--- The records ---

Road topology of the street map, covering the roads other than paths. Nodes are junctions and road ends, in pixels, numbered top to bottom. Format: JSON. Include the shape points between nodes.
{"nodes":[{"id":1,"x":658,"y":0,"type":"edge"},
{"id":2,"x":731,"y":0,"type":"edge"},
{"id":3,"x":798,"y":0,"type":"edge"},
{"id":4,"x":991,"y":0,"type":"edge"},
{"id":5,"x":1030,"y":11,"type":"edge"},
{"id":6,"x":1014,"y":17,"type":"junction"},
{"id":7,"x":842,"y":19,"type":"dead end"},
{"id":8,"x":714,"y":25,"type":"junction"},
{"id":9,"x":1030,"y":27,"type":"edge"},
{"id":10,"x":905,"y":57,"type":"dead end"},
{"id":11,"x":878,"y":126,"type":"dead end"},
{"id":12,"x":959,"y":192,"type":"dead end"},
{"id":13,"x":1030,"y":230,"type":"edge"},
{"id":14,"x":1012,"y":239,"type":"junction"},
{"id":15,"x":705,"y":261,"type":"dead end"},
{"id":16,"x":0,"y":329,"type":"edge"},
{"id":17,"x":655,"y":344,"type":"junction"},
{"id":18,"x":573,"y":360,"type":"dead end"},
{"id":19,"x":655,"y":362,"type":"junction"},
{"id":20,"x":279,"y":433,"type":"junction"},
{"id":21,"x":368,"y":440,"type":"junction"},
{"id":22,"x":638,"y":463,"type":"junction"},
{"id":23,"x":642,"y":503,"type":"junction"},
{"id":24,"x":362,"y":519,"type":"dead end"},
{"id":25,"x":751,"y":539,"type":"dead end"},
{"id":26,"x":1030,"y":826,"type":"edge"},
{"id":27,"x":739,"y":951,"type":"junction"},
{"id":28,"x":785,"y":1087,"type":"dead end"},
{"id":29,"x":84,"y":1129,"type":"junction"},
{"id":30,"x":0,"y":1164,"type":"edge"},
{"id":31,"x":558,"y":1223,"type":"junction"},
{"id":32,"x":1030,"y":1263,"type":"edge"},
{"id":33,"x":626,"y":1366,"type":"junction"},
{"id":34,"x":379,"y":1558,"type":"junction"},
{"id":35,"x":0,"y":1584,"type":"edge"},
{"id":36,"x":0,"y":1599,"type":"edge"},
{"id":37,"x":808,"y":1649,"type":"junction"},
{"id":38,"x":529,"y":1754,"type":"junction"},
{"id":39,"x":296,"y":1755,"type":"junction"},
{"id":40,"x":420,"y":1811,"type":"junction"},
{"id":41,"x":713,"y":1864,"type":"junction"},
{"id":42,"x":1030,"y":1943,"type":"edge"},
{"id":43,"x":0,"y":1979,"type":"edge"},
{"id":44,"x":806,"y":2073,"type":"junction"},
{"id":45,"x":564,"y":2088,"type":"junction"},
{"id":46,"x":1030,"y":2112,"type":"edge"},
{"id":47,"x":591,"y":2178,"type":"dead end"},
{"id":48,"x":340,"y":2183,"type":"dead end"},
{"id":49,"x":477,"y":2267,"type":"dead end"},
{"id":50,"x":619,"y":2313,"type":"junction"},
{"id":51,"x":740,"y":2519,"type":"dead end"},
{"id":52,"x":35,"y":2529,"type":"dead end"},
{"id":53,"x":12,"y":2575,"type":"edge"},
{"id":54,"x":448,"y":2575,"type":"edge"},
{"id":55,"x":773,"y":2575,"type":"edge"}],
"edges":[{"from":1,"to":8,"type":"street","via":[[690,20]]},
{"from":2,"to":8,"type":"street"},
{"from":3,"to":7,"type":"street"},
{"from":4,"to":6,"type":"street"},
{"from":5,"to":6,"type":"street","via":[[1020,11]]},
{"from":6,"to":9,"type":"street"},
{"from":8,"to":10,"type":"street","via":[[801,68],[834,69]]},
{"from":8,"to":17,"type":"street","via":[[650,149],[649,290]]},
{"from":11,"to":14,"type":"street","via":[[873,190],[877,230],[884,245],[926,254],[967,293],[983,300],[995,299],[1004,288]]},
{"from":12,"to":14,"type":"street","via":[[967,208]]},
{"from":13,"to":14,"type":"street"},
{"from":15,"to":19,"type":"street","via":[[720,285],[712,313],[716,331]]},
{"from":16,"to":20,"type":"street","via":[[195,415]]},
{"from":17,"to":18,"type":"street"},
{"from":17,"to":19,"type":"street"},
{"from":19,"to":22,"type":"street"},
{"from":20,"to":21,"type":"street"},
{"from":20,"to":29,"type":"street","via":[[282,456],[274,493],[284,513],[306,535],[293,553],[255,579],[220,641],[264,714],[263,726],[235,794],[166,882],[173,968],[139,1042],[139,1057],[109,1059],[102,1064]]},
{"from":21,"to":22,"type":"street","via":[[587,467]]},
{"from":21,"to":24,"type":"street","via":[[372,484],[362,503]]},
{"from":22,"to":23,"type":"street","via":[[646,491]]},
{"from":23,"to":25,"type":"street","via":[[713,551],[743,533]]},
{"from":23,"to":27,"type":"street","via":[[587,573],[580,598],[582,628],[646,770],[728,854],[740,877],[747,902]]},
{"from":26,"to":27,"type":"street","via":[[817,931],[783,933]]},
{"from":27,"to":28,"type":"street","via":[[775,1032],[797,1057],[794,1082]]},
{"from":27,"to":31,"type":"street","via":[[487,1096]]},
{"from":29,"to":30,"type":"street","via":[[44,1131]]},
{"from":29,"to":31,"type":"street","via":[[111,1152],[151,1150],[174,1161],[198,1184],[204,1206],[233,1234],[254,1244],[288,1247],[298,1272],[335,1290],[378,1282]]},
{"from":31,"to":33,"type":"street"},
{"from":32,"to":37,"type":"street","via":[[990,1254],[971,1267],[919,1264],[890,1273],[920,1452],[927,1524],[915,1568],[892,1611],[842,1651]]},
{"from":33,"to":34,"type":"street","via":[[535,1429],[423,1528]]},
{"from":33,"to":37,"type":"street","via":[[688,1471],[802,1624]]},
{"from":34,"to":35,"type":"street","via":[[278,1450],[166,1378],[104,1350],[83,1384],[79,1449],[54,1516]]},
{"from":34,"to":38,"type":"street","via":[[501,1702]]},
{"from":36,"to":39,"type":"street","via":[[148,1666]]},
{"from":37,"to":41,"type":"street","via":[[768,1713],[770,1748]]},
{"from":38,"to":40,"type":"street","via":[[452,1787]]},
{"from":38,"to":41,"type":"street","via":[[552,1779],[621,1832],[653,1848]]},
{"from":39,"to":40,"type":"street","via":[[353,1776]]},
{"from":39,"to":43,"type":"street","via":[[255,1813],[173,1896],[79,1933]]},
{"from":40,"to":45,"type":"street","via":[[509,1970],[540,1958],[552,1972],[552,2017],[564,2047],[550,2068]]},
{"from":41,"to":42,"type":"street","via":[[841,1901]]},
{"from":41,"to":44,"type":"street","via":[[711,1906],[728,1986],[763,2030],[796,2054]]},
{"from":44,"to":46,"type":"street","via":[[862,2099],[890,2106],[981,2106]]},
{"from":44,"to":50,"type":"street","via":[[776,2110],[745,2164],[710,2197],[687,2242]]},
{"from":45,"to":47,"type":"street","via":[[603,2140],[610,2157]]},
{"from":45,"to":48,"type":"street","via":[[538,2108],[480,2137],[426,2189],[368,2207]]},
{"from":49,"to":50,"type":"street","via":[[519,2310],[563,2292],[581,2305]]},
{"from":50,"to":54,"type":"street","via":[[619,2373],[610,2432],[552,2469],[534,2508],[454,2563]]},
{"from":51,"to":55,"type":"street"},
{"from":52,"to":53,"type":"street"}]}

---

** Problem details **
Every record is to be written out verbatim.

** Problem solution **
Road topology of the street map, covering the roads other than paths. Nodes are junctions and road ends, in pixels, numbered top to bottom. Format: JSON. Include the shape points between nodes.
{"nodes":[{"id":1,"x":658,"y":0,"type":"edge"},
{"id":2,"x":731,"y":0,"type":"edge"},
{"id":3,"x":798,"y":0,"type":"edge"},
{"id":4,"x":991,"y":0,"type":"edge"},
{"id":5,"x":1030,"y":11,"type":"edge"},
{"id":6,"x":1014,"y":17,"type":"junction"},
{"id":7,"x":842,"y":19,"type":"dead end"},
{"id":8,"x":714,"y":25,"type":"junction"},
{"id":9,"x":1030,"y":27,"type":"edge"},
{"id":10,"x":905,"y":57,"type":"dead end"},
{"id":11,"x":878,"y":126,"type":"dead end"},
{"id":12,"x":959,"y":192,"type":"dead end"},
{"id":13,"x":1030,"y":230,"type":"edge"},
{"id":14,"x":1012,"y":239,"type":"junction"},
{"id":15,"x":705,"y":261,"type":"dead end"},
{"id":16,"x":0,"y":329,"type":"edge"},
{"id":17,"x":655,"y":344,"type":"junction"},
{"id":18,"x":573,"y":360,"type":"dead end"},
{"id":19,"x":655,"y":362,"type":"junction"},
{"id":20,"x":279,"y":433,"type":"junction"},
{"id":21,"x":368,"y":440,"type":"junction"},
{"id":22,"x":638,"y":463,"type":"junction"},
{"id":23,"x":642,"y":503,"type":"junction"},
{"id":24,"x":362,"y":519,"type":"dead end"},
{"id":25,"x":751,"y":539,"type":"dead end"},
{"id":26,"x":1030,"y":826,"type":"edge"},
{"id":27,"x":739,"y":951,"type":"junction"},
{"id":28,"x":785,"y":1087,"type":"dead end"},
{"id":29,"x":84,"y":1129,"type":"junction"},
{"id":30,"x":0,"y":1164,"type":"edge"},
{"id":31,"x":558,"y":1223,"type":"junction"},
{"id":32,"x":1030,"y":1263,"type":"edge"},
{"id":33,"x":626,"y":1366,"type":"junction"},
{"id":34,"x":379,"y":1558,"type":"junction"},
{"id":35,"x":0,"y":1584,"type":"edge"},
{"id":36,"x":0,"y":1599,"type":"edge"},
{"id":37,"x":808,"y":1649,"type":"junction"},
{"id":38,"x":529,"y":1754,"type":"junction"},
{"id":39,"x":296,"y":1755,"type":"junction"},
{"id":40,"x":420,"y":1811,"type":"junction"},
{"id":41,"x":713,"y":1864,"type":"junction"},
{"id":42,"x":1030,"y":1943,"type":"edge"},
{"id":43,"x":0,"y":1979,"type":"edge"},
{"id":44,"x":806,"y":2073,"type":"junction"},
{"id":45,"x":564,"y":2088,"type":"junction"},
{"id":46,"x":1030,"y":2112,"type":"edge"},
{"id":47,"x":591,"y":2178,"type":"dead end"},
{"id":48,"x":340,"y":2183,"type":"dead end"},
{"id":49,"x":477,"y":2267,"type":"dead end"},
{"id":50,"x":619,"y":2313,"type":"junction"},
{"id":51,"x":740,"y":2519,"type":"dead end"},
{"id":52,"x":35,"y":2529,"type":"dead end"},
{"id":53,"x":12,"y":2575,"type":"edge"},
{"id":54,"x":448,"y":2575,"type":"edge"},
{"id":55,"x":773,"y":2575,"type":"edge"}],
"edges":[{"from":1,"to":8,"type":"street","via":[[690,20]]},
{"from":2,"to":8,"type":"street"},
{"from":3,"to":7,"type":"street"},
{"from":4,"to":6,"type":"street"},
{"from":5,"to":6,"type":"street","via":[[1020,11]]},
{"from":6,"to":9,"type":"street"},
{"from":8,"to":10,"type":"street","via":[[801,68],[834,69]]},
{"from":8,"to":17,"type":"street","via":[[650,149],[649,290]]},
{"from":11,"to":14,"type":"street","via":[[873,190],[877,230],[884,245],[926,254],[967,293],[983,300],[995,299],[1004,288]]},
{"from":12,"to":14,"type":"street","via":[[967,208]]},
{"from":13,"to":14,"type":"street"},
{"from":15,"to":19,"type":"street","via":[[720,285],[712,313],[716,331]]},
{"from":16,"to":20,"type":"street","via":[[195,415]]},
{"from":17,"to":18,"type":"street"},
{"from":17,"to":19,"type":"street"},
{"from":19,"to":22,"type":"street"},
{"from":20,"to":21,"type":"street"},
{"from":20,"to":29,"type":"street","via":[[282,456],[274,493],[284,513],[306,535],[293,553],[255,579],[220,641],[264,714],[263,726],[235,794],[166,882],[173,968],[139,1042],[139,1057],[109,1059],[102,1064]]},
{"from":21,"to":22,"type":"street","via":[[587,467]]},
{"from":21,"to":24,"type":"street","via":[[372,484],[362,503]]},
{"from":22,"to":23,"type":"street","via":[[646,491]]},
{"from":23,"to":25,"type":"street","via":[[713,551],[743,533]]},
{"from":23,"to":27,"type":"street","via":[[587,573],[580,598],[582,628],[646,770],[728,854],[740,877],[747,902]]},
{"from":26,"to":27,"type":"street","via":[[817,931],[783,933]]},
{"from":27,"to":28,"type":"street","via":[[775,1032],[797,1057],[794,1082]]},
{"from":27,"to":31,"type":"street","via":[[487,1096]]},
{"from":29,"to":30,"type":"street","via":[[44,1131]]},
{"from":29,"to":31,"type":"street","via":[[111,1152],[151,1150],[174,1161],[198,1184],[204,1206],[233,1234],[254,1244],[288,1247],[298,1272],[335,1290],[378,1282]]},
{"from":31,"to":33,"type":"street"},
{"from":32,"to":37,"type":"street","via":[[990,1254],[971,1267],[919,1264],[890,1273],[920,1452],[927,1524],[915,1568],[892,1611],[842,1651]]},
{"from":33,"to":34,"type":"street","via":[[535,1429],[423,1528]]},
{"from":33,"to":37,"type":"street","via":[[688,1471],[802,1624]]},
{"from":34,"to":35,"type":"street","via":[[278,1450],[166,1378],[104,1350],[83,1384],[79,1449],[54,1516]]},
{"from":34,"to":38,"type":"street","via":[[501,1702]]},
{"from":36,"to":39,"type":"street","via":[[148,1666]]},
{"from":37,"to":41,"type":"street","via":[[768,1713],[770,1748]]},
{"from":38,"to":40,"type":"street","via":[[452,1787]]},
{"from":38,"to":41,"type":"street","via":[[552,1779],[621,1832],[653,1848]]},
{"from":39,"to":40,"type":"street","via":[[353,1776]]},
{"from":39,"to":43,"type":"street","via":[[255,1813],[173,1896],[79,1933]]},
{"from":40,"to":45,"type":"street","via":[[509,1970],[540,1958],[552,1972],[552,2017],[564,2047],[550,2068]]},
{"from":41,"to":42,"type":"street","via":[[841,1901]]},
{"from":41,"to":44,"type":"street","via":[[711,1906],[728,1986],[763,2030],[796,2054]]},
{"from":44,"to":46,"type":"street","via":[[862,2099],[890,2106],[981,2106]]},
{"from":44,"to":50,"type":"street","via":[[776,2110],[745,2164],[710,2197],[687,2242]]},
{"from":45,"to":47,"type":"street","via":[[603,2140],[610,2157]]},
{"from":45,"to":48,"type":"street","via":[[538,2108],[480,2137],[426,2189],[368,2207]]},
{"from":49,"to":50,"type":"street","via":[[519,2310],[563,2292],[581,2305]]},
{"from":50,"to":54,"type":"street","via":[[619,2373],[610,2432],[552,2469],[534,2508],[454,2563]]},
{"from":51,"to":55,"type":"street"},
{"from":52,"to":53,"type":"street"}]}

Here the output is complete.